[Stored data]
-.-.-

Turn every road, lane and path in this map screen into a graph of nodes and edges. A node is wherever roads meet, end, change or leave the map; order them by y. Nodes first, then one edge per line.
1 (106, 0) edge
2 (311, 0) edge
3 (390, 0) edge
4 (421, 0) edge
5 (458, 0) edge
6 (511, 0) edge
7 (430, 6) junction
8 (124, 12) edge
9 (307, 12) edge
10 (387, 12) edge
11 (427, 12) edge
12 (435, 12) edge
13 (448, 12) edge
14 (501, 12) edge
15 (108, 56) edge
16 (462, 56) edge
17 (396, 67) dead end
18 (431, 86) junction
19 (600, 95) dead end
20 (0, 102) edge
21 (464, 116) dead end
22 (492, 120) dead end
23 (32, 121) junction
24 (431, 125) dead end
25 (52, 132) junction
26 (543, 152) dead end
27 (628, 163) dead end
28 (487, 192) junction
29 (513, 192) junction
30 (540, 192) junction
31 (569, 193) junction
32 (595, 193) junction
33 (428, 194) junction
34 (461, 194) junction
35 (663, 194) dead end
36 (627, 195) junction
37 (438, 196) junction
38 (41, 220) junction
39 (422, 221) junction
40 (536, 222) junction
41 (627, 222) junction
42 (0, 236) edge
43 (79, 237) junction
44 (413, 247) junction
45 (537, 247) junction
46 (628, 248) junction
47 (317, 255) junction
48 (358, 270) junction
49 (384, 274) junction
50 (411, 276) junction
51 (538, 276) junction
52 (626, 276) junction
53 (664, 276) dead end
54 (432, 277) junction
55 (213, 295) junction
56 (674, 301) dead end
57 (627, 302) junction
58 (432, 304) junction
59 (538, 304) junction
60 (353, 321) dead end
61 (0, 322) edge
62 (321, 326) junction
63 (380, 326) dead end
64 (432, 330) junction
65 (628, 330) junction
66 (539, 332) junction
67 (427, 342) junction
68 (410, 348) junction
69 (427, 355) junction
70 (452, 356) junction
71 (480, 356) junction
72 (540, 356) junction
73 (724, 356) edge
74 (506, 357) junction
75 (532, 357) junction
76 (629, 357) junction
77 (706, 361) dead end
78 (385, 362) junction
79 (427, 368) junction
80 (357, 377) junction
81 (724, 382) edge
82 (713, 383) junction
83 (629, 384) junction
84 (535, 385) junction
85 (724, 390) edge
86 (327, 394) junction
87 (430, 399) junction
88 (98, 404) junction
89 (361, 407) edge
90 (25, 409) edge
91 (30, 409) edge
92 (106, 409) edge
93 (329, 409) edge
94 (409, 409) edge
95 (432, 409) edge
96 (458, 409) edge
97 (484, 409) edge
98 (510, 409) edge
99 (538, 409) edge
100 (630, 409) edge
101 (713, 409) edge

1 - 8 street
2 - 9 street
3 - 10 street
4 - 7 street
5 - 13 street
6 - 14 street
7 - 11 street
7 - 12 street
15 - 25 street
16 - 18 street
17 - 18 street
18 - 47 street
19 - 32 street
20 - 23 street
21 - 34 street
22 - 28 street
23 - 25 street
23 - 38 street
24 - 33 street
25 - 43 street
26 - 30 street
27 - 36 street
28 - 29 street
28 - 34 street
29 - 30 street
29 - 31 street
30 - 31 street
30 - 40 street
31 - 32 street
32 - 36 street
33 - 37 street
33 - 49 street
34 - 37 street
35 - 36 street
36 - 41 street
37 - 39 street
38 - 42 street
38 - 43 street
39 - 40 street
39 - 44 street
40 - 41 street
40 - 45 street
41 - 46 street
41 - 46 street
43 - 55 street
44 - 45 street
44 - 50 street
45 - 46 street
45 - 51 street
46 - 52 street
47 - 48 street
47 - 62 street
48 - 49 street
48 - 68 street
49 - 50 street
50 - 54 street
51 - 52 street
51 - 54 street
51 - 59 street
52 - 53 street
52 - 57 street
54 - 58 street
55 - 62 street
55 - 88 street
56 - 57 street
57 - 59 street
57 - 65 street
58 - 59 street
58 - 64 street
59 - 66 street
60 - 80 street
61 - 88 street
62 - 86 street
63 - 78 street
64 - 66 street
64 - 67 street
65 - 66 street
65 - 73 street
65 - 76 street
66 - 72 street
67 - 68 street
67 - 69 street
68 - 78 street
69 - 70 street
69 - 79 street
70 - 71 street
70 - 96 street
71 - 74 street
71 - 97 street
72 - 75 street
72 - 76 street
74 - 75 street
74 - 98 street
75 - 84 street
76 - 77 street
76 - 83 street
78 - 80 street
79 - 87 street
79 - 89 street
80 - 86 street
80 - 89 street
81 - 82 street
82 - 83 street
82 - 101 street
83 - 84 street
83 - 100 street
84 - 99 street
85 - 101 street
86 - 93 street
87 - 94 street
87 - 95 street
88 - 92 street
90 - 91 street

-.-.-

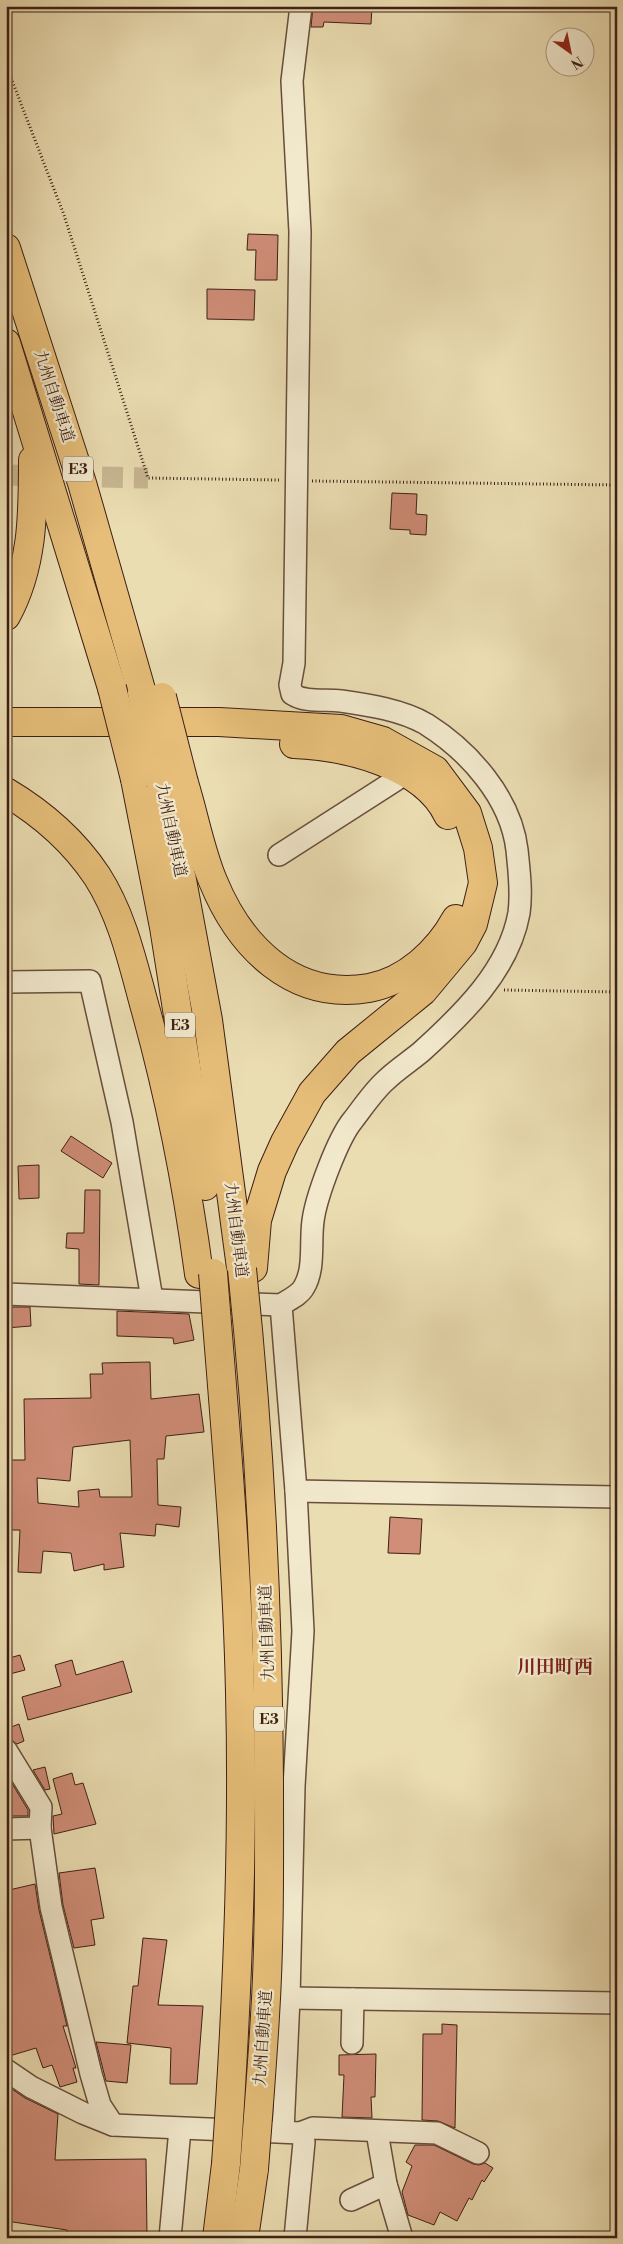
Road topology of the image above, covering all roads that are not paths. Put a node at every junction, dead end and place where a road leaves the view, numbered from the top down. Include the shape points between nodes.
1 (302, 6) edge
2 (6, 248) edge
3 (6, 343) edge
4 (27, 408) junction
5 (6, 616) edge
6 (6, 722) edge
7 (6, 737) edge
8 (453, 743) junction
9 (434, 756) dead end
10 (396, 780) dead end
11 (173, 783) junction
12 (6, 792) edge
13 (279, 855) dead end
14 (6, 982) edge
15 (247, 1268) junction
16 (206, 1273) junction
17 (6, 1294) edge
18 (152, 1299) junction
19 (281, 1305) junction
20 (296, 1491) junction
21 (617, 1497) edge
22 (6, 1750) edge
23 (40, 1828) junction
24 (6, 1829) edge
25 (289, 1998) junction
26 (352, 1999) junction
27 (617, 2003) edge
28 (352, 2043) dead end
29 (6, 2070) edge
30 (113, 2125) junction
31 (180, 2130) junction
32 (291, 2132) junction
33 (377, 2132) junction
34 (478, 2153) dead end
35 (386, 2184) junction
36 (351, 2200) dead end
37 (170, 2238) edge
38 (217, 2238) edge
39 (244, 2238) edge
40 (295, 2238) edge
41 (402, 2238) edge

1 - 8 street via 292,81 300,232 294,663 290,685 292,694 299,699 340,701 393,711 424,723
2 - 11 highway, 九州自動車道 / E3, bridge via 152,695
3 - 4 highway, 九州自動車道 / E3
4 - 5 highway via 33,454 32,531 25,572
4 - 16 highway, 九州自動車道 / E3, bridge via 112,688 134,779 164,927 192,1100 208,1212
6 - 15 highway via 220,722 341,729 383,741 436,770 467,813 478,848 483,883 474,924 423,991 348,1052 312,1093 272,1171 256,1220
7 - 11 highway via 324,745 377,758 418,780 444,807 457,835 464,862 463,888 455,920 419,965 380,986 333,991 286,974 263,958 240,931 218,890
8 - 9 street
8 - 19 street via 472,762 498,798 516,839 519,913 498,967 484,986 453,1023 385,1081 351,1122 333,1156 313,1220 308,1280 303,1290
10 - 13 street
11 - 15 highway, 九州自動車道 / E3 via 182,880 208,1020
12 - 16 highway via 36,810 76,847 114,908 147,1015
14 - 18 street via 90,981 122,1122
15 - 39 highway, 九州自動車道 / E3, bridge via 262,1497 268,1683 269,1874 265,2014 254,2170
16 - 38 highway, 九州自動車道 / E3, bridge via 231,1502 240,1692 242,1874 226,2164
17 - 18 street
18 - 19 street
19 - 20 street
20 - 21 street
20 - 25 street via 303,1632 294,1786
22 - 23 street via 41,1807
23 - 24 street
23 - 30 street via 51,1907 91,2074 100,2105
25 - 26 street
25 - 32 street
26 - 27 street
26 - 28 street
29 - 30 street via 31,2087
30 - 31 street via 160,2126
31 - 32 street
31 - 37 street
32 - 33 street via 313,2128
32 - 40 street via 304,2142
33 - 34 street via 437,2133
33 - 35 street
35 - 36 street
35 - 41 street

-.-.-

[WORK TASK] Lines containing the word "every" are to be located in the entries and copied.

[YOUR SOLUTION]
Turn every road, lane and path in this map screen into a graph of nodes and edges. A node is wherever roads meet, end, change or leave the map; order them by y. Nodes first, then one edge per line.
Road topology of the image above, covering all roads that are not paths. Put a node at every junction, dead end and place where a road leaves the view, numbered from the top down. Include the shape points between nodes.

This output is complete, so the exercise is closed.